What we can do about it remains to be seen. The first thing to do, of course, is to keep and pass on the true Faith. Not to compromise ourselves. Perhaps the SSPX will cave and the escape route and haven they have offered will be lost. There have been more rumours lately of another “reconciliation” offer that is “about to be signed.”
If they accept the New Religion what will happen to the millions of Catholics who have gone to them for shelter? I don’t know. Some have taken shelter under “good” bishops. Some are even allowed to form religious orders that observe the ancient rites. These pockets still exist. For how long, of course, is anyone’s guess and everyone in these situations is painfully aware of an axe over their heads.
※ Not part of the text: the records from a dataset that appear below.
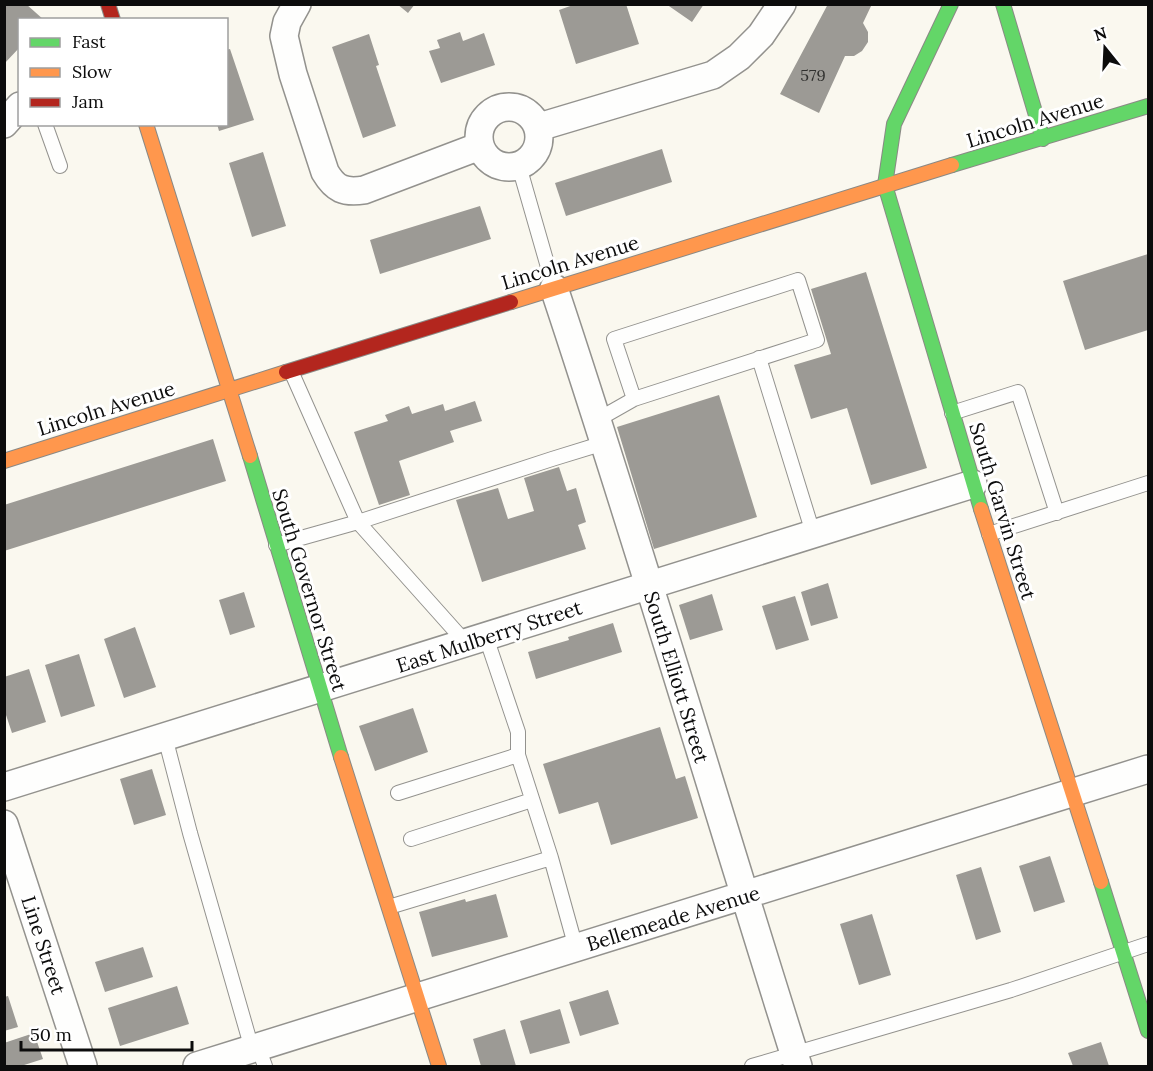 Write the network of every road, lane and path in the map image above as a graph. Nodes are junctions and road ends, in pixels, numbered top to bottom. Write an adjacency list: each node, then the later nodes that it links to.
1 (106, 4): 6 (street); 7 (street)
2 (297, 4): 15 (street)
3 (782, 4): 13 (street)
4 (951, 4): 18 (street, South Garvin Street)
5 (1003, 4): 14 (street)
6 (93, 18)
7 (112, 18)
8 (1149, 106): 14 (street, Lincoln Avenue)
9 (18, 108): 10 (street)
10 (4, 124)
11 (46, 126): 16 (lane)
12 (147, 126): 22 (street, South Governor Street)
13 (539, 128): 15 (street); 17 (street)
14 (1043, 138): 18 (street, Lincoln Avenue)
15 (480, 146): 17 (street)
16 (60, 166)
17 (519, 166): 19 (lane)
18 (885, 185): 19 (street, Lincoln Avenue); 24 (street, South Garvin Street)
19 (554, 288): 21 (street, Lincoln Avenue); 25 (street, South Elliott Street)
20 (759, 358): 23 (lane); 23 (lane); 31 (lane)
21 (291, 371): 22 (street, Lincoln Avenue); 30 (lane)
22 (230, 390): 26 (street, Lincoln Avenue); 33 (street, South Governor Street)
23 (634, 399): 25 (lane)
24 (952, 413): 28 (street, South Garvin Street); 29 (lane)
25 (601, 432): 30 (lane); 34 (street, South Elliott Street)
26 (4, 460)
27 (1149, 483): 29 (lane)
28 (973, 484): 31 (street, East Mulberry Street); 32 (street, South Garvin Street)
29 (1057, 513): 32 (lane)
30 (358, 522): 33 (lane); 35 (lane)
31 (813, 533): 34 (street, East Mulberry Street)
32 (989, 534): 41 (street, South Garvin Street)
33 (276, 545): 36 (street, South Governor Street)
34 (649, 585): 35 (street, East Mulberry Street); 47 (street, South Elliott Street)
35 (476, 640): 36 (street, East Mulberry Street); 38 (lane)
36 (320, 689): 37 (street, East Mulberry Street); 48 (street, South Governor Street)
37 (165, 737): 40 (street, East Mulberry Street); 54 (lane)
38 (518, 755): 42 (lane); 43 (lane)
39 (1149, 769): 41 (street, Bellemeade Avenue)
40 (4, 787)
41 (1073, 792): 47 (street, Bellemeade Avenue); 51 (street, South Garvin Street)
42 (398, 793)
43 (532, 800): 45 (lane); 46 (lane)
44 (4, 824): 56 (street, Line Street)
45 (411, 839)
46 (551, 858): 48 (lane); 50 (lane)
47 (744, 896): 50 (street, Bellemeade Avenue); 55 (street, South Elliott Street)
48 (389, 907): 52 (street, South Governor Street)
49 (1149, 944): 51 (lane)
50 (576, 948): 52 (street, Bellemeade Avenue)
51 (1124, 952): 53 (street, South Garvin Street); 55 (lane)
52 (417, 998): 54 (street, Bellemeade Avenue); 58 (street, South Governor Street)
53 (1149, 1031)
54 (258, 1054): 57 (street, Bellemeade Avenue)
55 (796, 1061): 59 (lane)
56 (83, 1066)
57 (197, 1066)
58 (439, 1066)
59 (752, 1066)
The papacy grants absolute power, and it is currently in the hands of a mental incompetent who evidently passionately hates the Faith. No one is safe: not bishop nor abbot, and therefore no one who has sheltered under their protection. This is the reality.
While there are blessings to be had in the Great Clarification – and we have seen that more and more are accepting that they can no longer compromise – this does not make things easy. Last Sunday we heard the terrifying predictions of Our Lord about the utter desolation of the Church in the end of time. I do not say we are at that point. But His recommendation remains the only answer we have; perseverance.
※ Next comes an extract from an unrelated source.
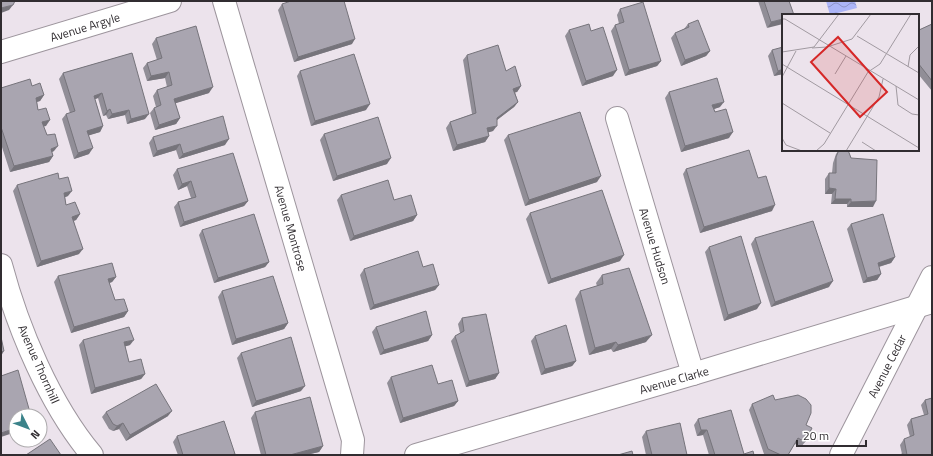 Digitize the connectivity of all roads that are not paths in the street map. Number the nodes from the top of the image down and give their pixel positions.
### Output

“Take heed that no man seduce you… For many will come in my name saying, I am Christ: and they will seduce many… Then shall they deliver you up to be afflicted, and shall put you to death: and you shall be hated by all nations for my name’s sake. And then shall many be scandalized: and shall betray one another: and shall hate one another. And many false prophets shall rise, and shall seduce many. And because iniquity hath abounded, the charity of many shall grow cold. But he that shall persevere to the end, he shall be saved.”
There really is only one thing that matters.
We are not called to adhere to institutions. We are not Catholics because we love our parish or our religious order. We are not Catholics because we love the traditional Latin Mass or Gregorian Chant. We do not adhere to the Faith because of the pope or bishops or any institutional structure. We adhere to Christ and Him crucified. We follow Him where He leads.